** WHAT THIS TASK INVOLVES **
Write out the records word for word, with no pictures.

(Collection entries)
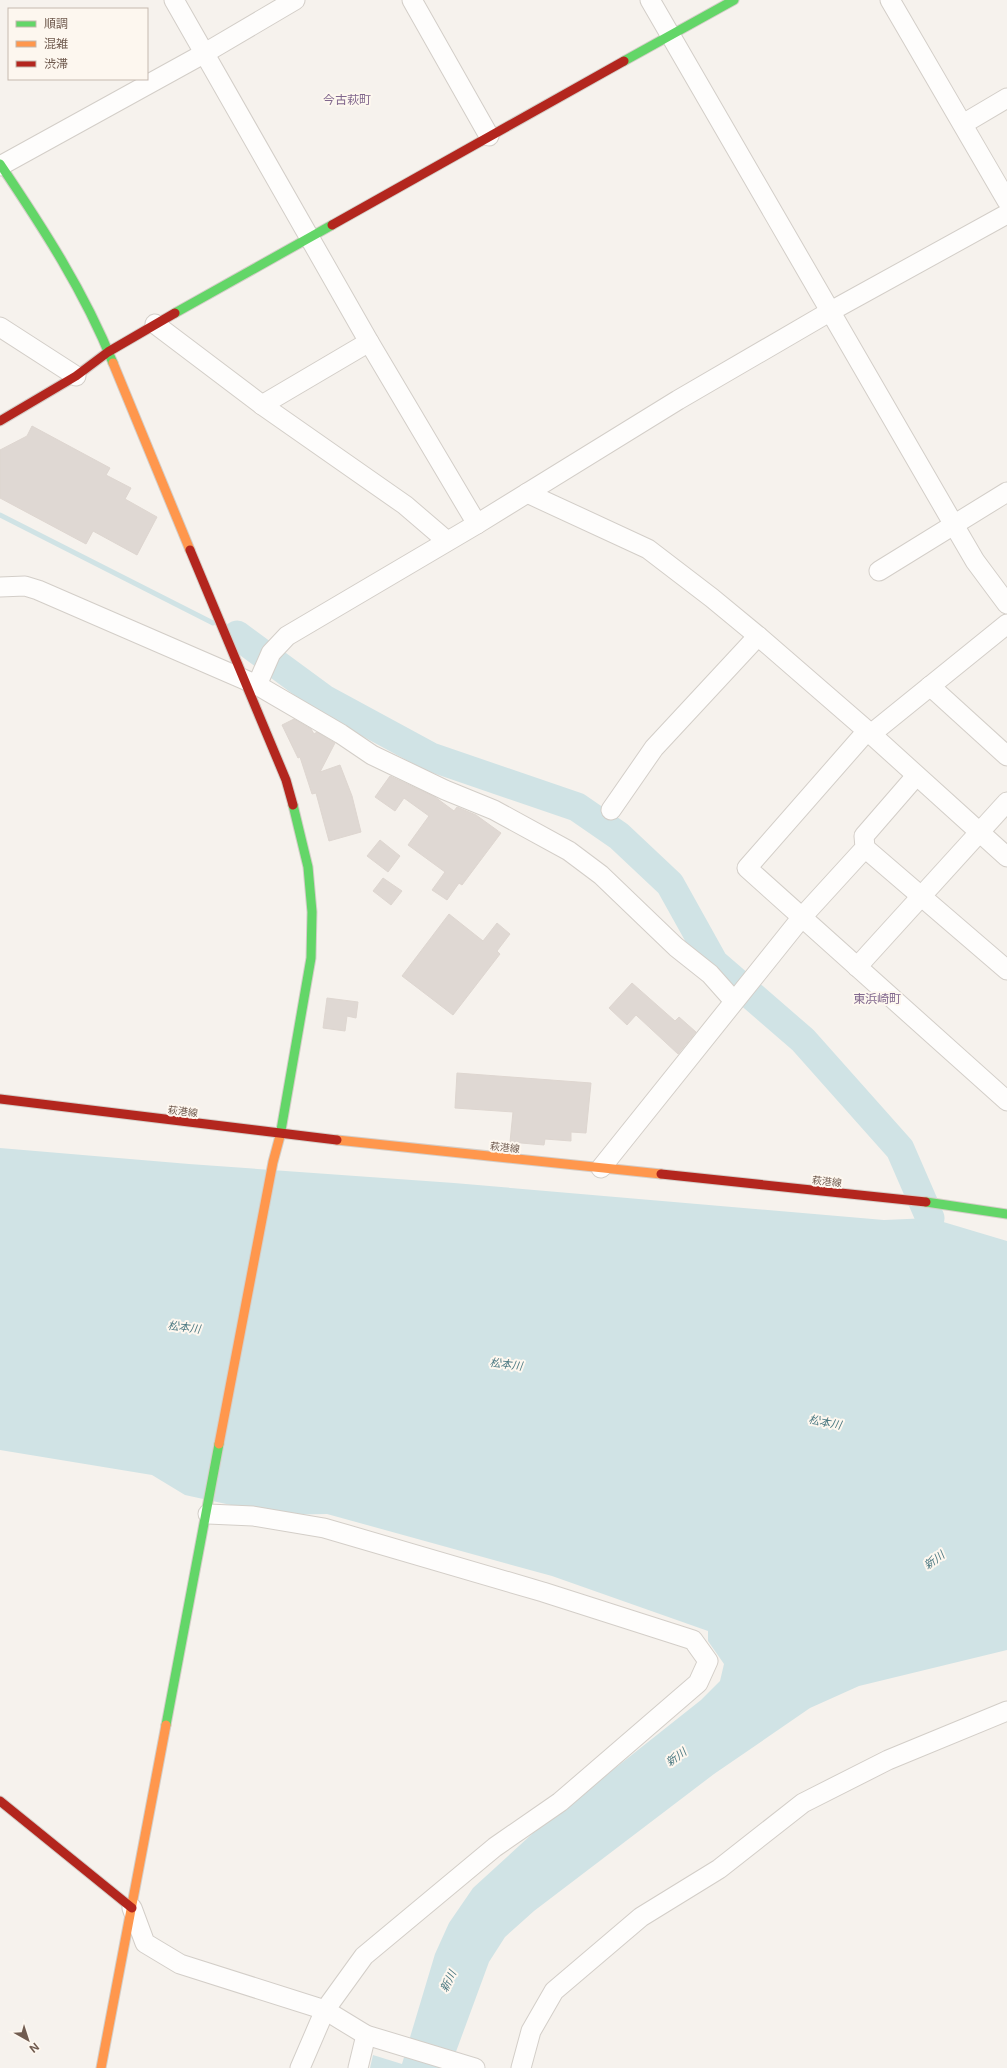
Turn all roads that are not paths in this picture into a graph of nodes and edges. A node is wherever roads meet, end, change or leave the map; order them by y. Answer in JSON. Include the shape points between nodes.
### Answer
{"nodes":[{"id":1,"x":174,"y":0,"type":"edge"},
{"id":2,"x":295,"y":0,"type":"edge"},
{"id":3,"x":412,"y":0,"type":"edge"},
{"id":4,"x":650,"y":0,"type":"edge"},
{"id":5,"x":734,"y":0,"type":"edge"},
{"id":6,"x":890,"y":0,"type":"edge"},
{"id":7,"x":670,"y":35,"type":"junction"},
{"id":8,"x":205,"y":53,"type":"junction"},
{"id":9,"x":1007,"y":98,"type":"edge"},
{"id":10,"x":963,"y":124,"type":"junction"},
{"id":11,"x":489,"y":136,"type":"junction"},
{"id":12,"x":0,"y":165,"type":"edge"},
{"id":13,"x":1007,"y":201,"type":"edge"},
{"id":14,"x":1007,"y":214,"type":"edge"},
{"id":15,"x":310,"y":237,"type":"junction"},
{"id":16,"x":831,"y":311,"type":"junction"},
{"id":17,"x":155,"y":324,"type":"junction"},
{"id":18,"x":0,"y":327,"type":"edge"},
{"id":19,"x":369,"y":342,"type":"junction"},
{"id":20,"x":108,"y":352,"type":"junction"},
{"id":21,"x":76,"y":376,"type":"junction"},
{"id":22,"x":262,"y":405,"type":"junction"},
{"id":23,"x":0,"y":421,"type":"edge"},
{"id":24,"x":1007,"y":492,"type":"edge"},
{"id":25,"x":527,"y":493,"type":"junction"},
{"id":26,"x":477,"y":524,"type":"junction"},
{"id":27,"x":954,"y":525,"type":"junction"},
{"id":28,"x":447,"y":541,"type":"junction"},
{"id":29,"x":879,"y":571,"type":"dead end"},
{"id":30,"x":0,"y":587,"type":"edge"},
{"id":31,"x":1007,"y":604,"type":"edge"},
{"id":32,"x":1007,"y":624,"type":"edge"},
{"id":33,"x":758,"y":636,"type":"junction"},
{"id":34,"x":250,"y":682,"type":"junction"},
{"id":35,"x":930,"y":686,"type":"junction"},
{"id":36,"x":869,"y":732,"type":"junction"},
{"id":37,"x":1007,"y":756,"type":"edge"},
{"id":38,"x":916,"y":776,"type":"junction"},
{"id":39,"x":1007,"y":802,"type":"edge"},
{"id":40,"x":611,"y":810,"type":"dead end"},
{"id":41,"x":979,"y":832,"type":"junction"},
{"id":42,"x":865,"y":848,"type":"junction"},
{"id":43,"x":1007,"y":857,"type":"edge"},
{"id":44,"x":922,"y":896,"type":"junction"},
{"id":45,"x":802,"y":917,"type":"junction"},
{"id":46,"x":857,"y":967,"type":"junction"},
{"id":47,"x":1007,"y":970,"type":"edge"},
{"id":48,"x":737,"y":999,"type":"junction"},
{"id":49,"x":0,"y":1099,"type":"edge"},
{"id":50,"x":1007,"y":1101,"type":"edge"},
{"id":51,"x":281,"y":1134,"type":"junction"},
{"id":52,"x":601,"y":1168,"type":"junction"},
{"id":53,"x":1007,"y":1214,"type":"edge"},
{"id":54,"x":209,"y":1509,"type":"junction"},
{"id":55,"x":1007,"y":1712,"type":"edge"},
{"id":56,"x":0,"y":1801,"type":"edge"},
{"id":57,"x":132,"y":1908,"type":"junction"},
{"id":58,"x":326,"y":2010,"type":"junction"},
{"id":59,"x":366,"y":2035,"type":"junction"},
{"id":60,"x":473,"y":2067,"type":"edge"},
{"id":61,"x":102,"y":2068,"type":"edge"},
{"id":62,"x":300,"y":2068,"type":"edge"},
{"id":63,"x":358,"y":2068,"type":"edge"},
{"id":64,"x":521,"y":2068,"type":"edge"}],
"edges":[{"from":1,"to":8,"type":"street"},
{"from":2,"to":8,"type":"street"},
{"from":3,"to":11,"type":"street"},
{"from":4,"to":7,"type":"street"},
{"from":5,"to":7,"type":"street"},
{"from":6,"to":10,"type":"street"},
{"from":7,"to":11,"type":"street"},
{"from":7,"to":16,"type":"street"},
{"from":8,"to":12,"type":"street"},
{"from":8,"to":15,"type":"street"},
{"from":9,"to":10,"type":"street"},
{"from":10,"to":13,"type":"street"},
{"from":11,"to":15,"type":"street"},
{"from":12,"to":20,"type":"street","via":[[57,250],[84,298]]},
{"from":14,"to":16,"type":"street"},
{"from":15,"to":17,"type":"street"},
{"from":15,"to":19,"type":"street"},
{"from":16,"to":25,"type":"street","via":[[678,400]]},
{"from":16,"to":27,"type":"street"},
{"from":17,"to":20,"type":"street"},
{"from":17,"to":22,"type":"street"},
{"from":18,"to":21,"type":"street"},
{"from":19,"to":22,"type":"street"},
{"from":19,"to":26,"type":"street"},
{"from":20,"to":21,"type":"street"},
{"from":20,"to":34,"type":"street"},
{"from":21,"to":23,"type":"street"},
{"from":22,"to":28,"type":"street","via":[[405,505]]},
{"from":24,"to":27,"type":"street"},
{"from":25,"to":26,"type":"street"},
{"from":25,"to":33,"type":"street","via":[[648,549]]},
{"from":26,"to":28,"type":"street"},
{"from":27,"to":29,"type":"street"},
{"from":27,"to":31,"type":"street","via":[[975,561]]},
{"from":28,"to":34,"type":"street","via":[[287,636]]},
{"from":30,"to":34,"type":"street","via":[[25,586],[38,590]]},
{"from":32,"to":35,"type":"street"},
{"from":33,"to":36,"type":"street"},
{"from":33,"to":40,"type":"street","via":[[654,748]]},
{"from":34,"to":48,"type":"street","via":[[341,734],[372,755],[494,810],[570,851],[601,875],[676,947]]},
{"from":34,"to":51,"type":"street","via":[[300,827],[308,867],[312,912],[311,958]]},
{"from":35,"to":36,"type":"street"},
{"from":35,"to":37,"type":"street"},
{"from":36,"to":38,"type":"street"},
{"from":36,"to":45,"type":"street","via":[[747,868]]},
{"from":38,"to":41,"type":"street"},
{"from":38,"to":42,"type":"street","via":[[864,836]]},
{"from":39,"to":41,"type":"street"},
{"from":41,"to":43,"type":"street"},
{"from":41,"to":44,"type":"street"},
{"from":42,"to":44,"type":"street"},
{"from":42,"to":45,"type":"street"},
{"from":44,"to":46,"type":"street"},
{"from":44,"to":47,"type":"street"},
{"from":45,"to":46,"type":"street"},
{"from":45,"to":48,"type":"street"},
{"from":46,"to":50,"type":"street"},
{"from":48,"to":52,"type":"street"},
{"from":49,"to":51,"type":"street","name":"萩港線"},
{"from":51,"to":52,"type":"street","name":"萩港線"},
{"from":51,"to":54,"type":"street","via":[[273,1162]]},
{"from":52,"to":53,"type":"street","name":"萩港線","via":[[954,1205]]},
{"from":54,"to":57,"type":"street"},
{"from":54,"to":58,"type":"street","via":[[324,1528],[543,1592],[693,1640],[708,1661],[698,1683],[560,1802],[495,1847],[364,1956]]},
{"from":55,"to":64,"type":"street","via":[[888,1760],[803,1803],[719,1869],[641,1917],[554,1991],[531,2031]]},
{"from":56,"to":57,"type":"street"},
{"from":57,"to":58,"type":"street","via":[[145,1944],[180,1964]]},
{"from":57,"to":61,"type":"street"},
{"from":58,"to":59,"type":"street"},
{"from":58,"to":62,"type":"street"},
{"from":59,"to":60,"type":"street"},
{"from":59,"to":63,"type":"street"}]}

** RESULT **
Turn all roads that are not paths in this picture into a graph of nodes and edges. A node is wherever roads meet, end, change or leave the map; order them by y. Answer in JSON. Include the shape points between nodes.
### Answer
{"nodes":[{"id":1,"x":174,"y":0,"type":"edge"},
{"id":2,"x":295,"y":0,"type":"edge"},
{"id":3,"x":412,"y":0,"type":"edge"},
{"id":4,"x":650,"y":0,"type":"edge"},
{"id":5,"x":734,"y":0,"type":"edge"},
{"id":6,"x":890,"y":0,"type":"edge"},
{"id":7,"x":670,"y":35,"type":"junction"},
{"id":8,"x":205,"y":53,"type":"junction"},
{"id":9,"x":1007,"y":98,"type":"edge"},
{"id":10,"x":963,"y":124,"type":"junction"},
{"id":11,"x":489,"y":136,"type":"junction"},
{"id":12,"x":0,"y":165,"type":"edge"},
{"id":13,"x":1007,"y":201,"type":"edge"},
{"id":14,"x":1007,"y":214,"type":"edge"},
{"id":15,"x":310,"y":237,"type":"junction"},
{"id":16,"x":831,"y":311,"type":"junction"},
{"id":17,"x":155,"y":324,"type":"junction"},
{"id":18,"x":0,"y":327,"type":"edge"},
{"id":19,"x":369,"y":342,"type":"junction"},
{"id":20,"x":108,"y":352,"type":"junction"},
{"id":21,"x":76,"y":376,"type":"junction"},
{"id":22,"x":262,"y":405,"type":"junction"},
{"id":23,"x":0,"y":421,"type":"edge"},
{"id":24,"x":1007,"y":492,"type":"edge"},
{"id":25,"x":527,"y":493,"type":"junction"},
{"id":26,"x":477,"y":524,"type":"junction"},
{"id":27,"x":954,"y":525,"type":"junction"},
{"id":28,"x":447,"y":541,"type":"junction"},
{"id":29,"x":879,"y":571,"type":"dead end"},
{"id":30,"x":0,"y":587,"type":"edge"},
{"id":31,"x":1007,"y":604,"type":"edge"},
{"id":32,"x":1007,"y":624,"type":"edge"},
{"id":33,"x":758,"y":636,"type":"junction"},
{"id":34,"x":250,"y":682,"type":"junction"},
{"id":35,"x":930,"y":686,"type":"junction"},
{"id":36,"x":869,"y":732,"type":"junction"},
{"id":37,"x":1007,"y":756,"type":"edge"},
{"id":38,"x":916,"y":776,"type":"junction"},
{"id":39,"x":1007,"y":802,"type":"edge"},
{"id":40,"x":611,"y":810,"type":"dead end"},
{"id":41,"x":979,"y":832,"type":"junction"},
{"id":42,"x":865,"y":848,"type":"junction"},
{"id":43,"x":1007,"y":857,"type":"edge"},
{"id":44,"x":922,"y":896,"type":"junction"},
{"id":45,"x":802,"y":917,"type":"junction"},
{"id":46,"x":857,"y":967,"type":"junction"},
{"id":47,"x":1007,"y":970,"type":"edge"},
{"id":48,"x":737,"y":999,"type":"junction"},
{"id":49,"x":0,"y":1099,"type":"edge"},
{"id":50,"x":1007,"y":1101,"type":"edge"},
{"id":51,"x":281,"y":1134,"type":"junction"},
{"id":52,"x":601,"y":1168,"type":"junction"},
{"id":53,"x":1007,"y":1214,"type":"edge"},
{"id":54,"x":209,"y":1509,"type":"junction"},
{"id":55,"x":1007,"y":1712,"type":"edge"},
{"id":56,"x":0,"y":1801,"type":"edge"},
{"id":57,"x":132,"y":1908,"type":"junction"},
{"id":58,"x":326,"y":2010,"type":"junction"},
{"id":59,"x":366,"y":2035,"type":"junction"},
{"id":60,"x":473,"y":2067,"type":"edge"},
{"id":61,"x":102,"y":2068,"type":"edge"},
{"id":62,"x":300,"y":2068,"type":"edge"},
{"id":63,"x":358,"y":2068,"type":"edge"},
{"id":64,"x":521,"y":2068,"type":"edge"}],
"edges":[{"from":1,"to":8,"type":"street"},
{"from":2,"to":8,"type":"street"},
{"from":3,"to":11,"type":"street"},
{"from":4,"to":7,"type":"street"},
{"from":5,"to":7,"type":"street"},
{"from":6,"to":10,"type":"street"},
{"from":7,"to":11,"type":"street"},
{"from":7,"to":16,"type":"street"},
{"from":8,"to":12,"type":"street"},
{"from":8,"to":15,"type":"street"},
{"from":9,"to":10,"type":"street"},
{"from":10,"to":13,"type":"street"},
{"from":11,"to":15,"type":"street"},
{"from":12,"to":20,"type":"street","via":[[57,250],[84,298]]},
{"from":14,"to":16,"type":"street"},
{"from":15,"to":17,"type":"street"},
{"from":15,"to":19,"type":"street"},
{"from":16,"to":25,"type":"street","via":[[678,400]]},
{"from":16,"to":27,"type":"street"},
{"from":17,"to":20,"type":"street"},
{"from":17,"to":22,"type":"street"},
{"from":18,"to":21,"type":"street"},
{"from":19,"to":22,"type":"street"},
{"from":19,"to":26,"type":"street"},
{"from":20,"to":21,"type":"street"},
{"from":20,"to":34,"type":"street"},
{"from":21,"to":23,"type":"street"},
{"from":22,"to":28,"type":"street","via":[[405,505]]},
{"from":24,"to":27,"type":"street"},
{"from":25,"to":26,"type":"street"},
{"from":25,"to":33,"type":"street","via":[[648,549]]},
{"from":26,"to":28,"type":"street"},
{"from":27,"to":29,"type":"street"},
{"from":27,"to":31,"type":"street","via":[[975,561]]},
{"from":28,"to":34,"type":"street","via":[[287,636]]},
{"from":30,"to":34,"type":"street","via":[[25,586],[38,590]]},
{"from":32,"to":35,"type":"street"},
{"from":33,"to":36,"type":"street"},
{"from":33,"to":40,"type":"street","via":[[654,748]]},
{"from":34,"to":48,"type":"street","via":[[341,734],[372,755],[494,810],[570,851],[601,875],[676,947]]},
{"from":34,"to":51,"type":"street","via":[[300,827],[308,867],[312,912],[311,958]]},
{"from":35,"to":36,"type":"street"},
{"from":35,"to":37,"type":"street"},
{"from":36,"to":38,"type":"street"},
{"from":36,"to":45,"type":"street","via":[[747,868]]},
{"from":38,"to":41,"type":"street"},
{"from":38,"to":42,"type":"street","via":[[864,836]]},
{"from":39,"to":41,"type":"street"},
{"from":41,"to":43,"type":"street"},
{"from":41,"to":44,"type":"street"},
{"from":42,"to":44,"type":"street"},
{"from":42,"to":45,"type":"street"},
{"from":44,"to":46,"type":"street"},
{"from":44,"to":47,"type":"street"},
{"from":45,"to":46,"type":"street"},
{"from":45,"to":48,"type":"street"},
{"from":46,"to":50,"type":"street"},
{"from":48,"to":52,"type":"street"},
{"from":49,"to":51,"type":"street","name":"萩港線"},
{"from":51,"to":52,"type":"street","name":"萩港線"},
{"from":51,"to":54,"type":"street","via":[[273,1162]]},
{"from":52,"to":53,"type":"street","name":"萩港線","via":[[954,1205]]},
{"from":54,"to":57,"type":"street"},
{"from":54,"to":58,"type":"street","via":[[324,1528],[543,1592],[693,1640],[708,1661],[698,1683],[560,1802],[495,1847],[364,1956]]},
{"from":55,"to":64,"type":"street","via":[[888,1760],[803,1803],[719,1869],[641,1917],[554,1991],[531,2031]]},
{"from":56,"to":57,"type":"street"},
{"from":57,"to":58,"type":"street","via":[[145,1944],[180,1964]]},
{"from":57,"to":61,"type":"street"},
{"from":58,"to":59,"type":"street"},
{"from":58,"to":62,"type":"street"},
{"from":59,"to":60,"type":"street"},
{"from":59,"to":63,"type":"street"}]}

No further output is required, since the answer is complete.